| About this task |
Line by line, copy the data below exactly.

Stored data:
----

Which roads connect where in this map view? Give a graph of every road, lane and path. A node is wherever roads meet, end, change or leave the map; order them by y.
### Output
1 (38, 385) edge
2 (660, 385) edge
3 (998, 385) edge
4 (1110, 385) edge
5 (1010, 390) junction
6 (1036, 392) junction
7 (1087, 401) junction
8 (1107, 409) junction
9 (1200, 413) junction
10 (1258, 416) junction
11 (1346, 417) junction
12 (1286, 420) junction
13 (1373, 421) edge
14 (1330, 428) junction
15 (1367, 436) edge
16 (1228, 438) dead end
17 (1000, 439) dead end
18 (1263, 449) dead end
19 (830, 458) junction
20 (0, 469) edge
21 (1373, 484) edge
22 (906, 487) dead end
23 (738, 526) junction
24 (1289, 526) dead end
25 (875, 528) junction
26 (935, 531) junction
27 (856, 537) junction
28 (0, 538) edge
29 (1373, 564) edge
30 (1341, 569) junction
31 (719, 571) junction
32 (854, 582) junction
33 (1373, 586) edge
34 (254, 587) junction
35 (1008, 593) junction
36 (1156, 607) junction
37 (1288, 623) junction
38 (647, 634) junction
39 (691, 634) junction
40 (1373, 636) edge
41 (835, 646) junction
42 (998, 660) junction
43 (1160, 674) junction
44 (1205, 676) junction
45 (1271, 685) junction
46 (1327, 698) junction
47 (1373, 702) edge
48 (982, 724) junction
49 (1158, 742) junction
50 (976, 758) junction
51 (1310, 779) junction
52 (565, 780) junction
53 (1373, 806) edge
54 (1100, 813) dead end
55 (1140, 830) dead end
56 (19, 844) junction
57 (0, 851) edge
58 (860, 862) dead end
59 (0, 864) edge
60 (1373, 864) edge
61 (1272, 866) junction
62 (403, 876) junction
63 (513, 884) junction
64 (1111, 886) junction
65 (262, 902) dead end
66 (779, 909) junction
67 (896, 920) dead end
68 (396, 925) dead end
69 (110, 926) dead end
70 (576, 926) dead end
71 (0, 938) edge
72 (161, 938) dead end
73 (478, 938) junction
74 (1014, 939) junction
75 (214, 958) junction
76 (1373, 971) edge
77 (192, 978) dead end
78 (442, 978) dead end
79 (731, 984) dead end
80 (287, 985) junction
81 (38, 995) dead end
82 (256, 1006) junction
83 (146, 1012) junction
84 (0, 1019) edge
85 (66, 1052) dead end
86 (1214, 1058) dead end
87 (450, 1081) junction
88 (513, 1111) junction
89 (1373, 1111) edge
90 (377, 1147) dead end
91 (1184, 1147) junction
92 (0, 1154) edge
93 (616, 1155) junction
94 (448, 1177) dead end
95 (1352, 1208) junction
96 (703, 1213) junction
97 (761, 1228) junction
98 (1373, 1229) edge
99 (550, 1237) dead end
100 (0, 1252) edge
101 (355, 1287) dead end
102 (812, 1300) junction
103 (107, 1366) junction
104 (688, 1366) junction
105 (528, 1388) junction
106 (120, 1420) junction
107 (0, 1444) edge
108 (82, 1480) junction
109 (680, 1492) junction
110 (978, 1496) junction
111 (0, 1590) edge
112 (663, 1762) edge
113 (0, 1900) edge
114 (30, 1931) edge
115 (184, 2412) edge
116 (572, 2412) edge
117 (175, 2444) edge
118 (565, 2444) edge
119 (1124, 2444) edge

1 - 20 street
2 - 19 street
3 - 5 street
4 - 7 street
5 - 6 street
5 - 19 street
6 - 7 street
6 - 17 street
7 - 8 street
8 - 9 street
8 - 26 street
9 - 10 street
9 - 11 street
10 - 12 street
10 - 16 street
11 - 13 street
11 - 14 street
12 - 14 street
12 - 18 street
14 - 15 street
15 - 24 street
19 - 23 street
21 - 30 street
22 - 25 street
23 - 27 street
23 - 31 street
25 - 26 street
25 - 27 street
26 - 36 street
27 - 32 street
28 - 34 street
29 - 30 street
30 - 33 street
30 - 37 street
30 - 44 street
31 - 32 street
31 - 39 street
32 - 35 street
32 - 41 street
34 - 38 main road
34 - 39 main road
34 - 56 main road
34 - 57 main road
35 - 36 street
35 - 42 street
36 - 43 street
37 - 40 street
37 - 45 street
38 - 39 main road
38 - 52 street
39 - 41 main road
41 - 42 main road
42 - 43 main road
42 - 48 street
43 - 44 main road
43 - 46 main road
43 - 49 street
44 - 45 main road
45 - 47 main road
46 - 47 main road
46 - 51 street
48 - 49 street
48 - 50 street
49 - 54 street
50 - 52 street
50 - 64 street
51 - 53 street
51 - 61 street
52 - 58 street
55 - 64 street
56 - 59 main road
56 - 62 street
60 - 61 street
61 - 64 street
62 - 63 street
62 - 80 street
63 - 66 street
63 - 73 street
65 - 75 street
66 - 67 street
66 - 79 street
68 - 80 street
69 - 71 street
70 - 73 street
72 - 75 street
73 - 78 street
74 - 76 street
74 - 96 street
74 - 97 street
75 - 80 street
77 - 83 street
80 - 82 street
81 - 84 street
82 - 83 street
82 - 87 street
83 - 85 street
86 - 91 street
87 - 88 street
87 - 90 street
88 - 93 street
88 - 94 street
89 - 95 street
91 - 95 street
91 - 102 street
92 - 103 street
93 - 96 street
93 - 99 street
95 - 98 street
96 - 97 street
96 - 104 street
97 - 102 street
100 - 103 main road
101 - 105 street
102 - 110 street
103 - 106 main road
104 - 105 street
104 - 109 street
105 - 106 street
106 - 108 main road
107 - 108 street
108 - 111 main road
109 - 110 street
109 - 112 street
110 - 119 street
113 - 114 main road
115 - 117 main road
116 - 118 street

----

| Task solution |
Which roads connect where in this map view? Give a graph of every road, lane and path. A node is wherever roads meet, end, change or leave the map; order them by y.
### Output
1 (38, 385) edge
2 (660, 385) edge
3 (998, 385) edge
4 (1110, 385) edge
5 (1010, 390) junction
6 (1036, 392) junction
7 (1087, 401) junction
8 (1107, 409) junction
9 (1200, 413) junction
10 (1258, 416) junction
11 (1346, 417) junction
12 (1286, 420) junction
13 (1373, 421) edge
14 (1330, 428) junction
15 (1367, 436) edge
16 (1228, 438) dead end
17 (1000, 439) dead end
18 (1263, 449) dead end
19 (830, 458) junction
20 (0, 469) edge
21 (1373, 484) edge
22 (906, 487) dead end
23 (738, 526) junction
24 (1289, 526) dead end
25 (875, 528) junction
26 (935, 531) junction
27 (856, 537) junction
28 (0, 538) edge
29 (1373, 564) edge
30 (1341, 569) junction
31 (719, 571) junction
32 (854, 582) junction
33 (1373, 586) edge
34 (254, 587) junction
35 (1008, 593) junction
36 (1156, 607) junction
37 (1288, 623) junction
38 (647, 634) junction
39 (691, 634) junction
40 (1373, 636) edge
41 (835, 646) junction
42 (998, 660) junction
43 (1160, 674) junction
44 (1205, 676) junction
45 (1271, 685) junction
46 (1327, 698) junction
47 (1373, 702) edge
48 (982, 724) junction
49 (1158, 742) junction
50 (976, 758) junction
51 (1310, 779) junction
52 (565, 780) junction
53 (1373, 806) edge
54 (1100, 813) dead end
55 (1140, 830) dead end
56 (19, 844) junction
57 (0, 851) edge
58 (860, 862) dead end
59 (0, 864) edge
60 (1373, 864) edge
61 (1272, 866) junction
62 (403, 876) junction
63 (513, 884) junction
64 (1111, 886) junction
65 (262, 902) dead end
66 (779, 909) junction
67 (896, 920) dead end
68 (396, 925) dead end
69 (110, 926) dead end
70 (576, 926) dead end
71 (0, 938) edge
72 (161, 938) dead end
73 (478, 938) junction
74 (1014, 939) junction
75 (214, 958) junction
76 (1373, 971) edge
77 (192, 978) dead end
78 (442, 978) dead end
79 (731, 984) dead end
80 (287, 985) junction
81 (38, 995) dead end
82 (256, 1006) junction
83 (146, 1012) junction
84 (0, 1019) edge
85 (66, 1052) dead end
86 (1214, 1058) dead end
87 (450, 1081) junction
88 (513, 1111) junction
89 (1373, 1111) edge
90 (377, 1147) dead end
91 (1184, 1147) junction
92 (0, 1154) edge
93 (616, 1155) junction
94 (448, 1177) dead end
95 (1352, 1208) junction
96 (703, 1213) junction
97 (761, 1228) junction
98 (1373, 1229) edge
99 (550, 1237) dead end
100 (0, 1252) edge
101 (355, 1287) dead end
102 (812, 1300) junction
103 (107, 1366) junction
104 (688, 1366) junction
105 (528, 1388) junction
106 (120, 1420) junction
107 (0, 1444) edge
108 (82, 1480) junction
109 (680, 1492) junction
110 (978, 1496) junction
111 (0, 1590) edge
112 (663, 1762) edge
113 (0, 1900) edge
114 (30, 1931) edge
115 (184, 2412) edge
116 (572, 2412) edge
117 (175, 2444) edge
118 (565, 2444) edge
119 (1124, 2444) edge

1 - 20 street
2 - 19 street
3 - 5 street
4 - 7 street
5 - 6 street
5 - 19 street
6 - 7 street
6 - 17 street
7 - 8 street
8 - 9 street
8 - 26 street
9 - 10 street
9 - 11 street
10 - 12 street
10 - 16 street
11 - 13 street
11 - 14 street
12 - 14 street
12 - 18 street
14 - 15 street
15 - 24 street
19 - 23 street
21 - 30 street
22 - 25 street
23 - 27 street
23 - 31 street
25 - 26 street
25 - 27 street
26 - 36 street
27 - 32 street
28 - 34 street
29 - 30 street
30 - 33 street
30 - 37 street
30 - 44 street
31 - 32 street
31 - 39 street
32 - 35 street
32 - 41 street
34 - 38 main road
34 - 39 main road
34 - 56 main road
34 - 57 main road
35 - 36 street
35 - 42 street
36 - 43 street
37 - 40 street
37 - 45 street
38 - 39 main road
38 - 52 street
39 - 41 main road
41 - 42 main road
42 - 43 main road
42 - 48 street
43 - 44 main road
43 - 46 main road
43 - 49 street
44 - 45 main road
45 - 47 main road
46 - 47 main road
46 - 51 street
48 - 49 street
48 - 50 street
49 - 54 street
50 - 52 street
50 - 64 street
51 - 53 street
51 - 61 street
52 - 58 street
55 - 64 street
56 - 59 main road
56 - 62 street
60 - 61 street
61 - 64 street
62 - 63 street
62 - 80 street
63 - 66 street
63 - 73 street
65 - 75 street
66 - 67 street
66 - 79 street
68 - 80 street
69 - 71 street
70 - 73 street
72 - 75 street
73 - 78 street
74 - 76 street
74 - 96 street
74 - 97 street
75 - 80 street
77 - 83 street
80 - 82 street
81 - 84 street
82 - 83 street
82 - 87 street
83 - 85 street
86 - 91 street
87 - 88 street
87 - 90 street
88 - 93 street
88 - 94 street
89 - 95 street
91 - 95 street
91 - 102 street
92 - 103 street
93 - 96 street
93 - 99 street
95 - 98 street
96 - 97 street
96 - 104 street
97 - 102 street
100 - 103 main road
101 - 105 street
102 - 110 street
103 - 106 main road
104 - 105 street
104 - 109 street
105 - 106 street
106 - 108 main road
107 - 108 street
108 - 111 main road
109 - 110 street
109 - 112 street
110 - 119 street
113 - 114 main road
115 - 117 main road
116 - 118 street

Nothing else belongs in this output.